My wife’s text messages portray me as a loser and she questions why she has stayed with me, lamenting the burden it has been on her. I’ll point out that our mortgage and mutual bills have been paid for the last six months with the proceeds from the sale of our house when we moved, so my unemployment has caused you zero financial burden. I can’t get over the things she said and the betrayal I feel, and I’m considering asking for a separation. But I’m afraid to bring it up because of her invasion of privacy that led me to discover the texting. What is the ethical path to follow? — Name withheld
From the ethical:
“It was very good of God to allow Carlyle and Mrs. Carlyle to marry each other, thus making two people miserable and not four,” novelist and longtime bachelor Samuel Butler wrote to his friend Eliza Savage in 1884. No doubt this was so. unfair to Thomas and Jane. But he will understand what you brought to mind: neither you nor his wife are models of how spouses should behave. Each has betrayed the trust of the other.
That his wife assumed his messages were private is established precisely because of their brutal content. You made your shocking discovery while violating her privacy. However, the fact that you have wronged her does not deny you the right to complain about what she has been doing. Your sins are not the same.
What your wife has been saying is beyond exasperated venting. The specific way in which he has been talking bad about you, in fact, hits the core of a marital relationship; she is impugning your character, your value as a person and the value of her marriage. Some very toxic air needs to be cleaned. Apologize for your wrongdoing and ask her if she wants to stay with the slacker she described in those texts. If you don’t bring up the idea of a breakup, she may get ahead of you.
readers respond
The question in the previous column was from a reader whose daughter recently got married on a snowy day. There were no assigned seats, and a guest with pink hair sat along the aisle near the front. The reader shared, “In the video and most of the photos taken from the ceremony, against the background of white snow, the friend with the bright pink hair distracts your gaze so much that it takes your focus away from the wedding – the bride. and boyfriend. Would it be ethical to digitally replace hair with more neutral colored hair? Or would it be disrespectful to the pink-haired guest?

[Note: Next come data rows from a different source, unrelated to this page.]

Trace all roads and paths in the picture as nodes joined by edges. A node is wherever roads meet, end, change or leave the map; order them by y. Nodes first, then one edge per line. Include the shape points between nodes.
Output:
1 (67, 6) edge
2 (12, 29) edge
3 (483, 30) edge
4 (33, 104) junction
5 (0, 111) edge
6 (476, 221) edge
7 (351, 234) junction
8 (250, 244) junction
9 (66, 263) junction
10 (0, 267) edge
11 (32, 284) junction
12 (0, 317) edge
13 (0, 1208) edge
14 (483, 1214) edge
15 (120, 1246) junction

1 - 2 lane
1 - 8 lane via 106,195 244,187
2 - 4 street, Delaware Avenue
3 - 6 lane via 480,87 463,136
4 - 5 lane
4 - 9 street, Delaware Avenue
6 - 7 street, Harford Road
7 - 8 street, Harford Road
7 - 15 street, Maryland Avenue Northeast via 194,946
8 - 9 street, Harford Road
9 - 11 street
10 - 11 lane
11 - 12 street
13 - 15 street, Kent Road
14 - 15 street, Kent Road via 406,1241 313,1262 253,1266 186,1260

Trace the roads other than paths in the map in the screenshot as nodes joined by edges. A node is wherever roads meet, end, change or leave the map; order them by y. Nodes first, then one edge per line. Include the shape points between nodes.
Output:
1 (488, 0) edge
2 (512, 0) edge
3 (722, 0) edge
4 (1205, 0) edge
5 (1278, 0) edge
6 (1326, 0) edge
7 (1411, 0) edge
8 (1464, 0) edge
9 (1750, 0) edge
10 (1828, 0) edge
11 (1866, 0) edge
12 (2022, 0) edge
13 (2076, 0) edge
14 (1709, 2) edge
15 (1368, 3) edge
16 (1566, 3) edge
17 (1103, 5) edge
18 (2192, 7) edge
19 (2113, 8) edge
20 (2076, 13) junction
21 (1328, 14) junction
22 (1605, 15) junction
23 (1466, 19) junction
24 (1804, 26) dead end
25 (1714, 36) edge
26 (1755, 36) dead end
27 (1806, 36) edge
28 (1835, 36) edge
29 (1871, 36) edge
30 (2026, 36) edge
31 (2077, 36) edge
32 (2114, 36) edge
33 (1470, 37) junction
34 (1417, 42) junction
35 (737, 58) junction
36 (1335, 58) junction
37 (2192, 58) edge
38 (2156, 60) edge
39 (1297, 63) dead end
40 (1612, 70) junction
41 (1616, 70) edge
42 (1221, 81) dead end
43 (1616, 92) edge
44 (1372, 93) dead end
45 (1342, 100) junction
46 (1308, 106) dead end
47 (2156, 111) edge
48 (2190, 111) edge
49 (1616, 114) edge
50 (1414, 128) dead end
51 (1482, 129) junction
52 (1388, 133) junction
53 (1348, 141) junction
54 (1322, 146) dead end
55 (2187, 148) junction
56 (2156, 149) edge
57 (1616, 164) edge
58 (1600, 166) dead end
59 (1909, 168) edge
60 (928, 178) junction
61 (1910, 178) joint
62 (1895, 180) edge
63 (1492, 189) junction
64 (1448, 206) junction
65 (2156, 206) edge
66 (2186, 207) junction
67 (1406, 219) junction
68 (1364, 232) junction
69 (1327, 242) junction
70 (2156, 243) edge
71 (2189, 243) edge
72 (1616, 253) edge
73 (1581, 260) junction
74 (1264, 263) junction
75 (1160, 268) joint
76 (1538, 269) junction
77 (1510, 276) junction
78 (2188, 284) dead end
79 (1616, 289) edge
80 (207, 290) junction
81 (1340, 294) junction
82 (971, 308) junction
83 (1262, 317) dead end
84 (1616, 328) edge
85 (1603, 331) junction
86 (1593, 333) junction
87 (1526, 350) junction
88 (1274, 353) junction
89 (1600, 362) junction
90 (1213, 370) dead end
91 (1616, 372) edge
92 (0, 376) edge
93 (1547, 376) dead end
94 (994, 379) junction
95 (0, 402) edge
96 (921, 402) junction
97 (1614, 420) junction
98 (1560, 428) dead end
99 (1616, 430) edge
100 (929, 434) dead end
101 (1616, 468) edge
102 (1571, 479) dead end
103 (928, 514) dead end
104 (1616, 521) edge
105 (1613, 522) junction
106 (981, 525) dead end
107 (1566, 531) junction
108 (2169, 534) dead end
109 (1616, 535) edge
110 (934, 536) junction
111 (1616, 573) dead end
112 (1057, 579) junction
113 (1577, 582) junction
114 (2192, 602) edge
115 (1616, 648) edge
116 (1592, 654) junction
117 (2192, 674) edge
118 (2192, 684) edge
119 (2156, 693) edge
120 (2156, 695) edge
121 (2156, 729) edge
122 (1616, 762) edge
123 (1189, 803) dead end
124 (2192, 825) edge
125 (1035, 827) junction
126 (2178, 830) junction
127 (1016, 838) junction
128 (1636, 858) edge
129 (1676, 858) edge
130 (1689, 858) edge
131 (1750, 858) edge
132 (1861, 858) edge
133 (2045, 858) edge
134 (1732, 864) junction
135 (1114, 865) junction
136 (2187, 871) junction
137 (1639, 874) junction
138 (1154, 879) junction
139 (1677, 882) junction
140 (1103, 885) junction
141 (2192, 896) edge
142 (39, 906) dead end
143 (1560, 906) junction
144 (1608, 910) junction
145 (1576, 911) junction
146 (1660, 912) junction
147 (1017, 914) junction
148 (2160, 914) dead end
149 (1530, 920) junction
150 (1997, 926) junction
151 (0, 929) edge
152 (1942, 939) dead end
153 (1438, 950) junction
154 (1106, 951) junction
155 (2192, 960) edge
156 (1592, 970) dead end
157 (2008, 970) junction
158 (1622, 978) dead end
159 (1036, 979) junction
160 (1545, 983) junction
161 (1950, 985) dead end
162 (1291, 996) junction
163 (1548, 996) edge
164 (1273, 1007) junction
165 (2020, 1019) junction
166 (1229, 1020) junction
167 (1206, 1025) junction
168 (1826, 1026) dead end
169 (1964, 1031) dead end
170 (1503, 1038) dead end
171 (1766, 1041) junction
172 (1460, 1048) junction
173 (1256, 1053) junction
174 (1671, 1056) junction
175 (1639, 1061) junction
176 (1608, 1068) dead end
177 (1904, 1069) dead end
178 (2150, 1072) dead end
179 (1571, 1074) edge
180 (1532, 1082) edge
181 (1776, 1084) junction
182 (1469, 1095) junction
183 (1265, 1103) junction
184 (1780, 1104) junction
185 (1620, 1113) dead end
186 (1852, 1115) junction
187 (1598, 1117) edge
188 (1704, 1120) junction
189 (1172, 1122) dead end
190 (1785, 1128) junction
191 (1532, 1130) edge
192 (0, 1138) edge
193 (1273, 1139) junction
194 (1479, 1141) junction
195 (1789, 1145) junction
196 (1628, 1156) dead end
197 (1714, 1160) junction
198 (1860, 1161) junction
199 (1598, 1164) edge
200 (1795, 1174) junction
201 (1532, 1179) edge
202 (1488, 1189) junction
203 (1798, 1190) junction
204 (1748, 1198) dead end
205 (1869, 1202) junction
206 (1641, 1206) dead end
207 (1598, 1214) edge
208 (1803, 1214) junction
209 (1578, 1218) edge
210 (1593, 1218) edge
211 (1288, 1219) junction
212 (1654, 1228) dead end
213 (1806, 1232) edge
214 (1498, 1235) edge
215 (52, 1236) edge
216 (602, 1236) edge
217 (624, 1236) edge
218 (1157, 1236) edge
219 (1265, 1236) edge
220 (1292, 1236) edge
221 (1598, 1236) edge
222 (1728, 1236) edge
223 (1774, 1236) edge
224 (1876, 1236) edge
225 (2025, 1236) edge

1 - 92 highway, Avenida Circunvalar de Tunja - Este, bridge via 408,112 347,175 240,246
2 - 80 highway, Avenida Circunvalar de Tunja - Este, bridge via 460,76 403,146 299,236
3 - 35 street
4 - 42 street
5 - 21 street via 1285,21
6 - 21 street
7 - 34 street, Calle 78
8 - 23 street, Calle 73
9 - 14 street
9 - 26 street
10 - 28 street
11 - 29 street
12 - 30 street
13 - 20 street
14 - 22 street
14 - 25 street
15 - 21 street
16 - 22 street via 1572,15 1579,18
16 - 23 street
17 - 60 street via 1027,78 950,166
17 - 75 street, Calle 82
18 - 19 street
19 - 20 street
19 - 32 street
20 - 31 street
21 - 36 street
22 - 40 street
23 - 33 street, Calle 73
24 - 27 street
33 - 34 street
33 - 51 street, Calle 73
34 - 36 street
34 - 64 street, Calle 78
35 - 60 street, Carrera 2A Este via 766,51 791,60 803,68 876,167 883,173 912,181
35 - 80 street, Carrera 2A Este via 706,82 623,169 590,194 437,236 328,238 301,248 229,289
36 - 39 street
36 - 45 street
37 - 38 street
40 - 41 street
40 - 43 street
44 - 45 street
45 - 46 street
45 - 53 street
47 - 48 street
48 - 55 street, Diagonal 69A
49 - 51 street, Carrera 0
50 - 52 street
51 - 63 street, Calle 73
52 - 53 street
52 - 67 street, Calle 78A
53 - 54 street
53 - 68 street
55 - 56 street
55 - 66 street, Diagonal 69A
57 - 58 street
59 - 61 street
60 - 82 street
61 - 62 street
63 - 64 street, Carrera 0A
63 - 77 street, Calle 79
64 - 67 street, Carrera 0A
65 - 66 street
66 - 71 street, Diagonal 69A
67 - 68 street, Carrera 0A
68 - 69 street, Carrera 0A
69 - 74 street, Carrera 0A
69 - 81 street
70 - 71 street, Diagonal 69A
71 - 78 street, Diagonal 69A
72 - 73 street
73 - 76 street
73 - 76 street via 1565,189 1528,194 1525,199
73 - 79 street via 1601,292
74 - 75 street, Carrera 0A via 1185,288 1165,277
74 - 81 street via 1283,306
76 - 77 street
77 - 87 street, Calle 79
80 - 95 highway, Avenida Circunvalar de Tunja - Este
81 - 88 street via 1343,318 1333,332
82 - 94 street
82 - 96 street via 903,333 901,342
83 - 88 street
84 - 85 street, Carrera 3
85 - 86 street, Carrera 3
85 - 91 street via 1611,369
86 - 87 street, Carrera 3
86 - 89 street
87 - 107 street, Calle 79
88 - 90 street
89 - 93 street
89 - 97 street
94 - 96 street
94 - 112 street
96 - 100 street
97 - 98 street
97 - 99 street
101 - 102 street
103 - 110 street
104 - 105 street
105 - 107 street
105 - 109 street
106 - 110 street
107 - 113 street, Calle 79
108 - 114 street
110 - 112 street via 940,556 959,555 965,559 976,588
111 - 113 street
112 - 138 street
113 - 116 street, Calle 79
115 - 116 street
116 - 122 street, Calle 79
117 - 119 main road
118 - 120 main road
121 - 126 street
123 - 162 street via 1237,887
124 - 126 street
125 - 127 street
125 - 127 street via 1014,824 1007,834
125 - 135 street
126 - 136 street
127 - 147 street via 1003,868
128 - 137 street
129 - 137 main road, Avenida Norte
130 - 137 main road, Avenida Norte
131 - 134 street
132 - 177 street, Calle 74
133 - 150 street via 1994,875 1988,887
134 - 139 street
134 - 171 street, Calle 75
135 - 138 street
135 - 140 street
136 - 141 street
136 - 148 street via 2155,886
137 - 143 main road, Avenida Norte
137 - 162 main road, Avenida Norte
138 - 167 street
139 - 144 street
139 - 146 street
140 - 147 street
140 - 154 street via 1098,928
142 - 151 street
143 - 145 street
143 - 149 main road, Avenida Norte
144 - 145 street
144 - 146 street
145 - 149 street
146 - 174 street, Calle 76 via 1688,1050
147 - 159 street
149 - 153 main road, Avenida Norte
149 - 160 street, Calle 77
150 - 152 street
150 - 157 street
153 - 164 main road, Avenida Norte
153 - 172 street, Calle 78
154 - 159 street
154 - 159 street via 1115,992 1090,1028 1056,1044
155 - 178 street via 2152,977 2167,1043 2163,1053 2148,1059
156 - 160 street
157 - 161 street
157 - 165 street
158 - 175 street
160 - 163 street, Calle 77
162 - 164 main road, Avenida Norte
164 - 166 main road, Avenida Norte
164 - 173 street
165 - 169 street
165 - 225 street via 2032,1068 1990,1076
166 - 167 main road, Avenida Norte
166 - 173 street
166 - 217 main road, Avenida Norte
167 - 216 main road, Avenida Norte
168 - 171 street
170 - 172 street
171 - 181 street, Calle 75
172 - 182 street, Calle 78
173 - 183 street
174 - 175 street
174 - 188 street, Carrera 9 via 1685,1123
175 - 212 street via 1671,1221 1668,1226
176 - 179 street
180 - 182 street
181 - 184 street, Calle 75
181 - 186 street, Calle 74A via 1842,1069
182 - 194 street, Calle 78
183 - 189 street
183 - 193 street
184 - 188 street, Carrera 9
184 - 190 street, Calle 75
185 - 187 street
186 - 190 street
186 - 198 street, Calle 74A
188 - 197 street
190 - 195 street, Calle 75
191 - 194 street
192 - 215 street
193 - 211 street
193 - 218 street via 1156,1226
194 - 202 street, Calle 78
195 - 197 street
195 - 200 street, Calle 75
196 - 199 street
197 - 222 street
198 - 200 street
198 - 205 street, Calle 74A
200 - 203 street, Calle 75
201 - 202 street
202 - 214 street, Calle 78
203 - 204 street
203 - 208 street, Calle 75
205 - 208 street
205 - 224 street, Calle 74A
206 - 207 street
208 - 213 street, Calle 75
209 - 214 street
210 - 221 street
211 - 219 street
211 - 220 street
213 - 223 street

In his response, the ethicist noted: “Colors have properties such as luminance, chroma, and saturation, which affect their appearance. Someone with the relevant experience could surely preserve the pink, which is something you remember, while reducing the degree to which it is attention-grabbing, giving images that are more true to what you witnessed. … Any reasonable choice you make when editing the images that mitigates the problem is one you could defend to the guest. You would not be disrespecting this person; you would be respecting your event experience.” (Reread the full question and answer here.)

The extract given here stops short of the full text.